===== Material provided =====
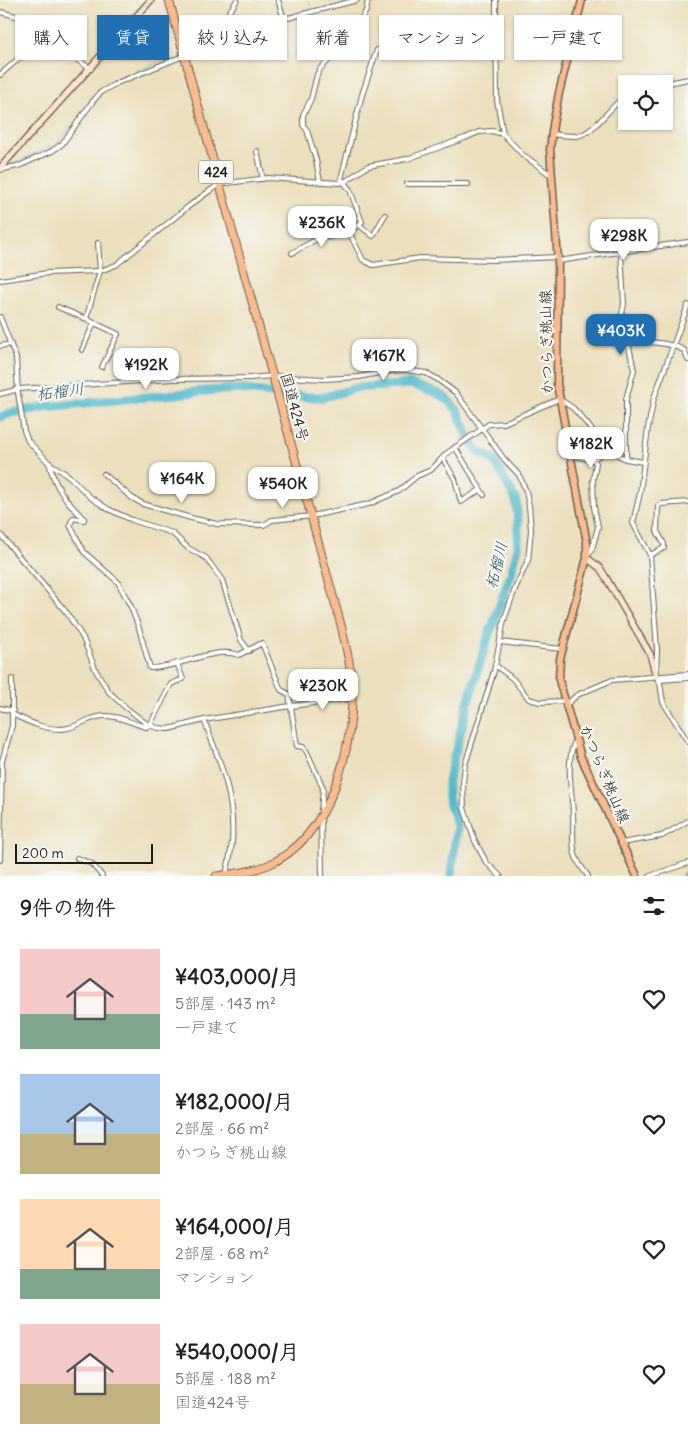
<!DOCTYPE html>
<html lang="ja">
<meta charset="utf-8">
<style>
body{margin:0;font-family:Delius,"Klee One",sans-serif;background:#f2f2f2;color:#202124;height:100vh;display:flex;flex-direction:column;font-size:19px;white-space:nowrap}
*{box-sizing:border-box;margin:0}
p{font-size:16px;color:#757577}
.icon{flex:none;width:28px;height:28px;fill:none;stroke:currentColor;stroke-width:2;stroke-linecap:round;stroke-linejoin:round}
.map{position:relative;height:876px;overflow:hidden}
.details{display:flex;flex-direction:column;background:#fff;flex:1}
.details>*{flex:none}
.top-card{position:absolute;left:15px;top:15px;width:659px;height:45px;display:flex;gap:10px}
.fabs{position:absolute;left:618px;top:75px;display:grid;gap:10px}
.fabs a{display:grid;place-items:center;width:55px;height:55px;border-radius:0px;background:#fff;box-shadow:0 1px 4px #0004;font-size:25px}
.scale{position:absolute;left:15px;bottom:12px;width:138px;box-sizing:border-box;padding-left:5px;border:2px solid #1c1c1c;border-top:0;font-size:14px;line-height:18px;white-space:nowrap;color:#1c1c1c;-webkit-text-stroke:4px #f6f6f2;paint-order:stroke}
.price{position:absolute;translate:-50% -42px;padding:0 11px;border-radius:10px;background:#fff;color:#222;font-size:16px;line-height:32px;filter:drop-shadow(0 1px 2px #0008)}
.price::after{content:'';position:absolute;left:50%;top:30px;width:15px;height:11px;margin-left:-8px;background:inherit;clip-path:polygon(0 0,100% 0,50% 100%)}
.price.active{background:#1f6fb2;color:#fff}
ul{padding:0;list-style:none}
li{display:flex;align-items:center;gap:15px;height:125px;padding:0 20px}
li span{display:grid;place-items:center;flex:none;width:140px;height:100px;border-radius:0px;color:#555}
li>.icon{margin-inline-start:auto}
span .icon{width:60px;height:60px;fill:#fffc;stroke-width:1}
li b{font-size:21px}
h2{display:flex;justify-content:space-between;align-items:center;height:60px;padding:0 20px;font-size:21px}
.pill{padding:0 18px;border-radius:0px;background:#fff;box-shadow:0 1px 4px #0004;font-size:18px;line-height:45px}
.pill.active{background:#1f6fb2;color:#fff}
.map>svg:first-child{display:block}
.lines{fill:none;stroke-linecap:round;stroke-linejoin:round}
.stream{stroke:#4eb7cc;stroke-width:1}
.river{stroke:#4eb7cc;stroke-width:9}
.street-casing{stroke:#656054;stroke-width:6}
.secondary-casing{stroke:#656054;stroke-width:8}
.primary-casing{stroke:#656054;stroke-width:9}
.highway-casing{stroke:#656054;stroke-width:9}
.street{stroke:#fff;stroke-width:4}
.secondary{stroke:#fde4d1;stroke-width:5.5}
.primary{stroke:#fbbb8d;stroke-width:6}
.highway{stroke:#fbbb8d;stroke-width:7}
.labels{text-anchor:middle;dominant-baseline:central;stroke-width:4.5;stroke-linejoin:round;paint-order:stroke}
.shield{fill:#f6f6f2;stroke:#5d5d5c;stroke-width:1}
.shield-label{font-size:14px;font-weight:bold;fill:#1c1c1c}
.street-label{font-size:15px;fill:#1c1c1c;stroke:#f6f6f2}
.water-label{font-size:16px;font-style:italic;fill:#305a62;stroke:#f6f6f2}
</style>
<div class="map">
<svg width="688" height="876" viewBox="0 0 688 876">
<rect width="100%" height="100%" fill="#f6f6f2"/>
<filter id="ink" filterUnits="userSpaceOnUse"><feTurbulence type="fractalNoise" baseFrequency=".02" numOctaves="2"/><feDisplacementMap in="SourceGraphic" scale="10" xChannelSelector="R" yChannelSelector="G"/><feConvolveMatrix kernelMatrix="1 2 1 2 8 2 1 2 1" color-interpolation-filters="sRGB"/></filter>
<filter id="wash" filterUnits="userSpaceOnUse"><feTurbulence type="fractalNoise" baseFrequency=".0096" numOctaves="4" result="noise"/><feDisplacementMap in="SourceGraphic" scale="20" xChannelSelector="R" yChannelSelector="G"/><feGaussianBlur stdDeviation="1.12" result="paint"/><feColorMatrix in="noise" values="0 0 0 0 0 0 0 0 0 0 0 0 0 0 0 0 0 1.4 0 .05"/><feComposite in="paint" operator="in"/></filter>
<g filter="url(#wash)">
<rect width="100%" height="100%" fill="#ecdfbd"/>
<g class="lines">
<g class="stream">
<path d="M284,17L311,9L309,0"/>
<path d="M196,47L273,21"/>
<path d="M5,167L57,144L98,91L117,79L170,58"/>
</g>
<g class="river">
<path d="M0,417L11,413L44,407L207,391L236,389L309,397H324L356,388L411,384L435,392L446,398L457,410L471,442L479,452L494,460L516,500L518,524V547L511,574L488,637L467,706L448,781V798L457,826L451,876"/>
<path d="M686,876L688,875"/>
</g>
</g>
</g>
<g filter="url(#ink)">
<g class="lines">
<defs>
<g id="street">
<path d="M278,0L284,19"/>
<path d="M496,0L497,100L503,134L523,155L551,175"/>
<path d="M0,12L16,16L53,44L91,69"/>
<path d="M404,22C398,39 398,49 377,50L362,95L341,179L350,190L362,222L349,232L363,260L373,265L420,258L494,260L557,257"/>
<path d="M215,43L214,36L237,0"/>
<path d="M0,75L43,37"/>
<path d="M664,84L688,79"/>
<path d="M551,134C559,135 568,136 576,136C595,134 610,105 626,96"/>
<path d="M257,151L263,179"/>
<path d="M0,170L21,165L52,151L62,144L93,101L101,92L117,83L215,43L284,19L357,0"/>
<path d="M320,182L316,160L307,130L303,125V115L311,99L317,75L320,69L338,51L352,35L366,11L368,0"/>
<path d="M407,184H468"/>
<path d="M359,225L373,236L385,215"/>
<path d="M98,243L100,271L86,319L118,334L102,367"/>
<path d="M621,252L624,304L622,314L634,370L626,399V459"/>
<path d="M292,253L315,240L349,232"/>
<path d="M558,261L688,242"/>
<path d="M0,280L48,273L100,271L116,265L189,206L219,184L268,178L339,183L346,181L368,166L407,159L465,138L479,132L492,131L503,134"/>
<path d="M688,305L654,398L648,428L640,493L633,523L650,555L657,649L656,676L660,683L663,702L688,742"/>
<path d="M58,307L86,319"/>
<path d="M0,317L16,358L18,393L24,431L28,441L49,463L69,476L90,497L108,509L132,520L172,533L188,548L206,558L222,580L241,640L249,651"/>
<path d="M628,343C647,341 667,342 684,350L688,360"/>
<path d="M0,346L11,344"/>
<path d="M82,350L94,323"/>
<path d="M0,394L19,389L173,379L249,378L272,376L324,379L359,377L389,371L406,370L426,373L437,379L456,393L504,459L519,475L526,491L529,506L531,530L528,560L515,589L504,620L494,671L465,765L463,782L464,808L475,841L486,862L500,876"/>
<path d="M455,447L484,495"/>
<path d="M570,455L593,460L601,454L609,451"/>
<path d="M443,459L455,479L461,502L480,490"/>
<path d="M49,463C55,488 66,501 84,519"/>
<path d="M104,474L132,498L143,504L191,518L217,524L264,525L272,520L312,516L369,504L399,491L417,476L431,470L446,454L489,424L504,423L559,399L573,408L582,418L609,451L626,459L643,462"/>
<path d="M84,520L73,518L70,525L84,552L118,582L131,607L139,628L150,668C180,668 212,646 239,655L262,643L281,690L289,694L297,746L303,747L307,752L323,788L321,811"/>
<path d="M0,534L67,613L83,638L96,671L109,692L125,707L147,724L158,728L169,729L204,720L284,707L352,698"/>
<path d="M650,555L664,548V544L657,531L658,506L661,504L688,502"/>
<path d="M588,556L592,549L598,527L594,507L593,480L596,463L593,460"/>
<path d="M500,642L562,649"/>
<path d="M495,665L513,679L529,699L540,702L564,701"/>
<path d="M658,680L688,678"/>
<path d="M565,706L577,695L612,680L688,674"/>
<path d="M0,708L13,711"/>
<path d="M12,714C28,722 50,732 68,728C81,725 91,716 105,716C119,715 133,724 146,727L150,725L171,684L183,679L177,663"/>
<path d="M204,720C220,762 235,795 232,842C231,853 228,865 226,876"/>
<path d="M575,741C565,764 572,789 573,814C574,825 572,837 574,849C575,859 582,868 588,876"/>
<path d="M321,818L322,876"/>
<path d="M621,843L662,836L688,821"/>
<path d="M77,858L92,864L102,876"/>
<path d="M0,860L2,761L12,726V679"/>
<path d="M650,876L688,863"/>
</g>
<g id="secondary">
<path d="M0,168L151,0"/>
<path d="M587,558L600,568L605,576L650,654L656,676"/>
</g>
<path id="primary" d="M582,0L559,93L553,125L550,149L558,261L557,384L587,543V558L560,659L559,680L581,757L637,876"/>
<path id="highway" d="M169,0L341,625C345,643 350,662 352,681C355,745 332,837 268,865C251,872 233,874 216,876"/>
</defs>
<use href="#street" class="street-casing"/>
<use href="#secondary" class="secondary-casing"/>
<use href="#primary" class="primary-casing"/>
<use href="#highway" class="highway-casing"/>
<use href="#street" class="street"/>
<use href="#secondary" class="secondary"/>
<use href="#primary" class="primary"/>
<use href="#highway" class="highway"/>
</g>
</g>
<g class="labels">
<rect class="shield" x="198.5" y="160.5" width="35" height="23" rx="4"/>
<g class="shield-label">
<text x="216" y="172">424</text>
</g>
<g class="street-label">
<text transform="translate(546 342) rotate(-91)">かつらぎ桃山線</text>
<text transform="translate(295 407) rotate(75)">国道424号</text>
<text transform="translate(605 774) rotate(67)">かつらぎ桃山線</text>
</g>
<g class="water-label">
<text transform="translate(60 391) rotate(-7)">柘榴川</text>
<text transform="translate(496 565) rotate(-76)">柘榴川</text>
</g>
</g>
</svg>
<div class="fabs">
<a><svg class="icon" aria-label="locate" viewBox="0 0 24 24"><circle cx="12" cy="12" r="6"/><path d="M12 2v4M12 18v4M2 12h4M18 12h4"/></svg></a>
</div>
<div class="scale">200 m</div>
<b class="price" style="left:322px;top:248px">¥236K</b>
<b class="price" style="left:624px;top:261px">¥298K</b>
<b class="price active" style="left:621px;top:356px">¥403K</b>
<b class="price" style="left:384px;top:381px">¥167K</b>
<b class="price" style="left:146px;top:390px">¥192K</b>
<b class="price" style="left:591px;top:469px">¥182K</b>
<b class="price" style="left:182px;top:504px">¥164K</b>
<b class="price" style="left:283px;top:509px">¥540K</b>
<b class="price" style="left:323px;top:711px">¥230K</b>
<div class="top-card">
<a class="pill">購入</a>
<a class="pill active">賃貸</a>
<a class="pill">絞り込み</a>
<a class="pill">新着</a>
<a class="pill">マンション</a>
<a class="pill">一戸建て</a>
</div>
</div>
<section class="details">
<h2>9件の物件<svg class="icon" aria-label="filters" viewBox="0 0 24 24"><path d="M4 7h16M4 17h16"/><circle cx="9" cy="7" r="2"/><circle cx="15" cy="17" r="2"/></svg></h2>
<ul>
<li><span style="background:linear-gradient(#f6c9c9 65%,#7fa58c 0)"><svg class="icon" aria-label="home" viewBox="0 0 24 24"><path d="M3 11l9-7 9 7M6 9v11h12V9"/></svg></span><div><b>¥403,000/月</b><p>5部屋 · 143 m²</p><p>一戸建て</p></div><svg class="icon" aria-label="heart" viewBox="0 0 24 24"><path d="M12 20l-8-8c-3-5 5-10 8-4 3-6 11-1 8 4z"/></svg></li>
<li><span style="background:linear-gradient(#a9c7e8 60%,#c2b280 0)"><svg class="icon" aria-label="home" viewBox="0 0 24 24"><path d="M3 11l9-7 9 7M6 9v11h12V9"/></svg></span><div><b>¥182,000/月</b><p>2部屋 · 66 m²</p><p>かつらぎ桃山線</p></div><svg class="icon" aria-label="heart" viewBox="0 0 24 24"><path d="M12 20l-8-8c-3-5 5-10 8-4 3-6 11-1 8 4z"/></svg></li>
<li><span style="background:linear-gradient(#ffd9b3 70%,#7fa58c 0)"><svg class="icon" aria-label="home" viewBox="0 0 24 24"><path d="M3 11l9-7 9 7M6 9v11h12V9"/></svg></span><div><b>¥164,000/月</b><p>2部屋 · 68 m²</p><p>マンション</p></div><svg class="icon" aria-label="heart" viewBox="0 0 24 24"><path d="M12 20l-8-8c-3-5 5-10 8-4 3-6 11-1 8 4z"/></svg></li>
<li><span style="background:linear-gradient(#f6c9c9 60%,#c2b280 0)"><svg class="icon" aria-label="home" viewBox="0 0 24 24"><path d="M3 11l9-7 9 7M6 9v11h12V9"/></svg></span><div><b>¥540,000/月</b><p>5部屋 · 188 m²</p><p>国道424号</p></div><svg class="icon" aria-label="heart" viewBox="0 0 24 24"><path d="M12 20l-8-8c-3-5 5-10 8-4 3-6 11-1 8 4z"/></svg></li>
</ul>
</section>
=====
Exercise objective
List every line in the records above that contains the word "border".

Your solution
*{box-sizing:border-box;margin:0}
.fabs a{display:grid;place-items:center;width:55px;height:55px;border-radius:0px;background:#fff;box-shadow:0 1px 4px #0004;font-size:25px}
.scale{position:absolute;left:15px;bottom:12px;width:138px;box-sizing:border-box;padding-left:5px;border:2px solid #1c1c1c;border-top:0;font-size:14px;line-height:18px;white-space:nowrap;color:#1c1c1c;-webkit-text-stroke:4px #f6f6f2;paint-order:stroke}
.price{position:absolute;translate:-50% -42px;padding:0 11px;border-radius:10px;background:#fff;color:#222;font-size:16px;line-height:32px;filter:drop-shadow(0 1px 2px #0008)}
li span{display:grid;place-items:center;flex:none;width:140px;height:100px;border-radius:0px;color:#555}
.pill{padding:0 18px;border-radius:0px;background:#fff;box-shadow:0 1px 4px #0004;font-size:18px;line-height:45px}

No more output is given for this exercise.